Cursed Map

BearcatCTFby smothy

Cursed Map - Forensics

Points: 436 | Flag: BCCTF{00H_1M_bR07l1_f33ls_S0_g0Od!} | Solved by: Smothy @ 0xN1umb

brotli bomb go brrrr

what we got

A single file: map.pcap (876KB). Challenge description:

"Legend has it that there exists a map that leads to the greatest treasure of all, only the map is cursed so that anyone who opens it dies..."

lmao ok so already getting cursed artifact vibes. let's see what's in this pcap.

initial analysis

Opened it up and it's dead simple traffic-wise - one TCP conversation:

  • Client: 172.29.73.206:60002
  • Server: 10.11.157.174:80 (nginx/1.25.3)

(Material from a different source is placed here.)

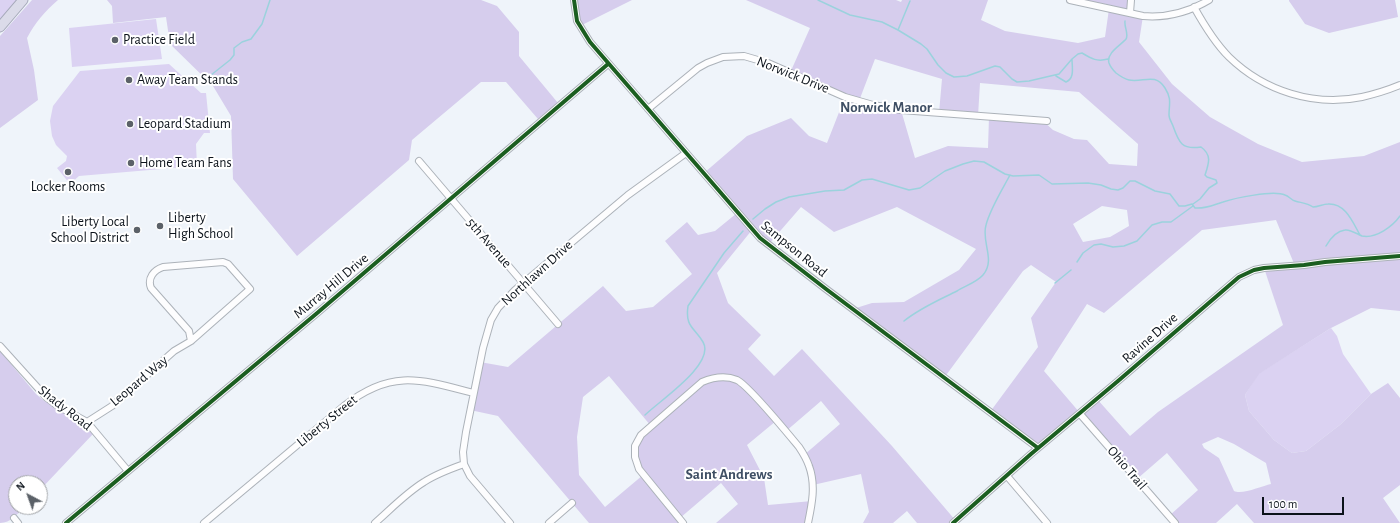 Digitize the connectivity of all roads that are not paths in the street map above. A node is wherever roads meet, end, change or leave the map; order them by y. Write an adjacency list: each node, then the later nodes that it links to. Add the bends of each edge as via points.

Just a single HTTP request:

GET /flag.txt HTTP/1.1 Host: 10.11.157.174 Accept-Encoding: gzip, deflate, br

And the response:

HTTP/1.1 200 OK Content-Type: text/plain Content-Length: 860207 Content-Encoding: br

So we got ~840KB of brotli-compressed data. Cool, should be easy right? just decompress and grab the flag...

the curse reveals itself

bash
# extract the brotli body from the pcap
tshark -r map.pcap -qz follow,tcp,raw,0 | # extract TCP stream
# ... parse out the HTTP body ...
# save to flag_br.bin (860,207 bytes)

# try to decompress
brotli -d flag_br.bin -o flag.txt
brotli: flag.txt: No space left on device

wait what?? i have 8GB free... tried python next:

python
import brotli
data = open("flag_br.bin", "rb").read()
result = brotli.decompress(data)  # hangs forever, eats all RAM

ngl this had me confused for a sec. then it clicked - it's a brotli bomb. same concept as a zip bomb. 840KB of compressed data that decompresses to an absolutely absurd amount.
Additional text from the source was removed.